Saved entries:
——

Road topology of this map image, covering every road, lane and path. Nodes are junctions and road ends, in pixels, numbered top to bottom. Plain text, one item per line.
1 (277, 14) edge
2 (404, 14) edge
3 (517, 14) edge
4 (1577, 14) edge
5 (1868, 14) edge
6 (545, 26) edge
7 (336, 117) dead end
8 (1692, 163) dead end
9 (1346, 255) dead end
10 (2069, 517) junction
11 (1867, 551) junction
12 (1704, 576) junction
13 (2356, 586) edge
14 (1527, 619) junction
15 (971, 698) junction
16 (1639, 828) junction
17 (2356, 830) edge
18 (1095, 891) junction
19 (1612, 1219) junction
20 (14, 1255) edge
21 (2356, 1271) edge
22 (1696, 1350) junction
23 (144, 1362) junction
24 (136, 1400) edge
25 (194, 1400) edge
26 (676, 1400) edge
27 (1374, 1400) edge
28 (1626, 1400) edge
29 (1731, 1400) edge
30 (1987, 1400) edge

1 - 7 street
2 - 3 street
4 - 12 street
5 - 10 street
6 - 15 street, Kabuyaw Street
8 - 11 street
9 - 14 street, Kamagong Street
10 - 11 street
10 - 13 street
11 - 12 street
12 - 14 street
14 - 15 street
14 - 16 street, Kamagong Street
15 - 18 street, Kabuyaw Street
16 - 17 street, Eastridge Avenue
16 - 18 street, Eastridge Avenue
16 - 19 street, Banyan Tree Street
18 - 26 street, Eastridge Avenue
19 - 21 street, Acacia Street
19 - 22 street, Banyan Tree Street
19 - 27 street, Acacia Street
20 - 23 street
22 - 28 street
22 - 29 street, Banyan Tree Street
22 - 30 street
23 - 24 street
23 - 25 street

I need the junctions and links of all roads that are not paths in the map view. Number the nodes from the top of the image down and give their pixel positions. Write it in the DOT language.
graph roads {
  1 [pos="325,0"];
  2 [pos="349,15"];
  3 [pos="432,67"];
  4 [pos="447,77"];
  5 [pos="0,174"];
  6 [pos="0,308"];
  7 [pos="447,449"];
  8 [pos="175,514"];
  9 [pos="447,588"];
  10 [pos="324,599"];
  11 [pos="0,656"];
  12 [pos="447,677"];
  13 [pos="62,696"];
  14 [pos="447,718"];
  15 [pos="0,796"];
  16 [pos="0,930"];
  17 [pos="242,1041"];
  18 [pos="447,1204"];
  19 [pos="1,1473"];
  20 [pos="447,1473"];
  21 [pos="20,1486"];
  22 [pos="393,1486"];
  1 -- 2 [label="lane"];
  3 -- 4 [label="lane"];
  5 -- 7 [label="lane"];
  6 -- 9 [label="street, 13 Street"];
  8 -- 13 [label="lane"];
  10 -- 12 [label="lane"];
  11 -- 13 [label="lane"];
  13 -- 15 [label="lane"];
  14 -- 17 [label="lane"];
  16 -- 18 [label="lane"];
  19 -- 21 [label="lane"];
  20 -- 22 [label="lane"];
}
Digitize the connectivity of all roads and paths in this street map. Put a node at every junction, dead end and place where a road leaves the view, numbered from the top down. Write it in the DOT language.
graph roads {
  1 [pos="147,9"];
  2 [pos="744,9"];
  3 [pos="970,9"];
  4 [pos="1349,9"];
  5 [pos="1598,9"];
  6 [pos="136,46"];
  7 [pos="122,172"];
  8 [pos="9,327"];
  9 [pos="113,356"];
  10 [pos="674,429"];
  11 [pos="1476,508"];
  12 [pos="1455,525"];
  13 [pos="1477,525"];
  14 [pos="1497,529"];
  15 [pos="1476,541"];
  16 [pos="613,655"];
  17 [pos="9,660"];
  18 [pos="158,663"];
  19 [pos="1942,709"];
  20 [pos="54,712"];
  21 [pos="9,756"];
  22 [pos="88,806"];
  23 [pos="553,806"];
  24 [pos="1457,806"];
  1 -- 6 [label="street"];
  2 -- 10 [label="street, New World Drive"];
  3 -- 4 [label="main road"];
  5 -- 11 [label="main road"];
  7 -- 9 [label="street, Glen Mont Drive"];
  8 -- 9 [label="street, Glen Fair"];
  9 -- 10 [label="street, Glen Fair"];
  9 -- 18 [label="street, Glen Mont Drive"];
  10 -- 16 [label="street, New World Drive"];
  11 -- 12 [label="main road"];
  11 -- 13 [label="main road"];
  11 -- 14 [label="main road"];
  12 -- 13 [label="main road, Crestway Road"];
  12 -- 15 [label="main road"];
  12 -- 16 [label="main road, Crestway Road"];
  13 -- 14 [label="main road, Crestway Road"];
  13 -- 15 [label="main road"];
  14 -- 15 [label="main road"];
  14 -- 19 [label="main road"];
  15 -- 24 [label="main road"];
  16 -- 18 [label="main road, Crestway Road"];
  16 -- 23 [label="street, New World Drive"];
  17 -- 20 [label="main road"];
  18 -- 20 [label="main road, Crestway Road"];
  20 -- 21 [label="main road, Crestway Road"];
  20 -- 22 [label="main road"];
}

——

**WHAT YOU HAVE TO DO:**
Filter by the word "junctions": copy every line of the data that holds it.

**RESPONSE AREA:**
Road topology of this map image, covering every road, lane and path. Nodes are junctions and road ends, in pixels, numbered top to bottom. Plain text, one item per line.
I need the junctions and links of all roads that are not paths in the map view. Number the nodes from the top of the image down and give their pixel positions. Write it in the DOT language.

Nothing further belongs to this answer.